> _WHAT THE TASK ASKS_
Filter the records below and copy every line containing the word "улица".

Entries taken from a collection
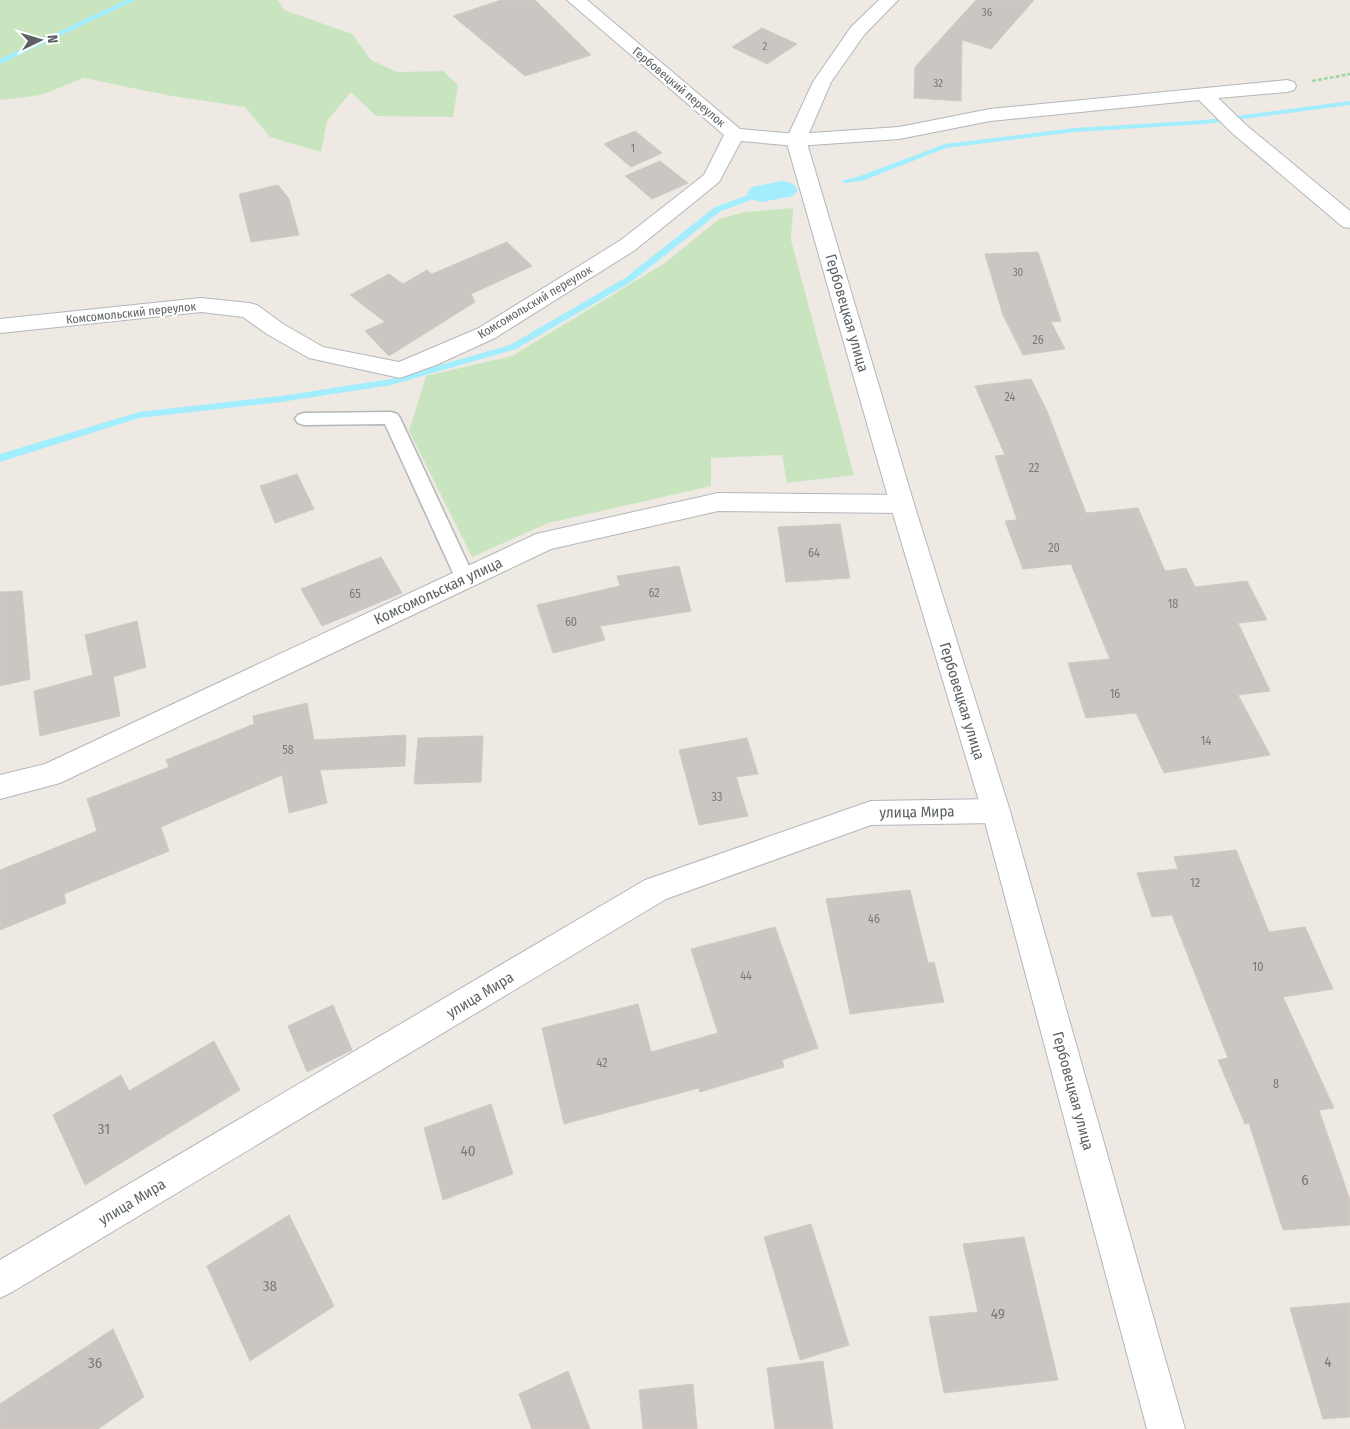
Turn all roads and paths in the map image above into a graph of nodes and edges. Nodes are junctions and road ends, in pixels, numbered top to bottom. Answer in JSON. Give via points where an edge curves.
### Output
{"nodes":[{"id":1,"x":576,"y":0,"type":"edge"},
{"id":2,"x":889,"y":0,"type":"edge"},
{"id":3,"x":1350,"y":74,"type":"edge"},
{"id":4,"x":1287,"y":86,"type":"joint"},
{"id":5,"x":1204,"y":95,"type":"junction"},
{"id":6,"x":734,"y":134,"type":"junction"},
{"id":7,"x":796,"y":140,"type":"junction"},
{"id":8,"x":1350,"y":222,"type":"edge"},
{"id":9,"x":0,"y":326,"type":"edge"},
{"id":10,"x":304,"y":419,"type":"dead end"},
{"id":11,"x":902,"y":504,"type":"junction"},
{"id":12,"x":465,"y":579,"type":"junction"},
{"id":13,"x":0,"y":787,"type":"edge"},
{"id":14,"x":996,"y":812,"type":"junction"},
{"id":15,"x":0,"y":1280,"type":"edge"},
{"id":16,"x":1166,"y":1429,"type":"edge"}],
"edges":[{"from":1,"to":6,"type":"street","name":"Гербовецкий переулок"},
{"from":2,"to":7,"type":"street","via":[[857,31],[822,82]]},
{"from":3,"to":4,"type":"path"},
{"from":4,"to":5,"type":"street","name":"Гербовецкий переулок"},
{"from":5,"to":7,"type":"street","name":"Гербовецкий переулок","via":[[990,115],[899,134]]},
{"from":5,"to":8,"type":"street","via":[[1239,129]]},
{"from":6,"to":7,"type":"street","name":"Гербовецкий переулок"},
{"from":6,"to":9,"type":"street","name":"Комсомольский переулок","via":[[712,178],[628,245],[488,333],[400,370],[317,353],[249,310],[201,305]]},
{"from":7,"to":11,"type":"street","name":"Гербовецкая улица"},
{"from":10,"to":12,"type":"lane","via":[[391,418]]},
{"from":11,"to":12,"type":"street","name":"Комсомольская улица","via":[[718,502],[545,541]]},
{"from":11,"to":14,"type":"street","name":"Гербовецкая улица"},
{"from":12,"to":13,"type":"street","name":"Комсомольская улица","via":[[50,775]]},
{"from":14,"to":15,"type":"street","name":"улица Мира","via":[[871,813],[656,889]]},
{"from":14,"to":16,"type":"street","name":"Гербовецкая улица"}]}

> _RESPONSE_
{"from":7,"to":11,"type":"street","name":"Гербовецкая улица"},
{"from":11,"to":12,"type":"street","name":"Комсомольская улица","via":[[718,502],[545,541]]},
{"from":11,"to":14,"type":"street","name":"Гербовецкая улица"},
{"from":12,"to":13,"type":"street","name":"Комсомольская улица","via":[[50,775]]},
{"from":14,"to":15,"type":"street","name":"улица Мира","via":[[871,813],[656,889]]},
{"from":14,"to":16,"type":"street","name":"Гербовецкая улица"}]}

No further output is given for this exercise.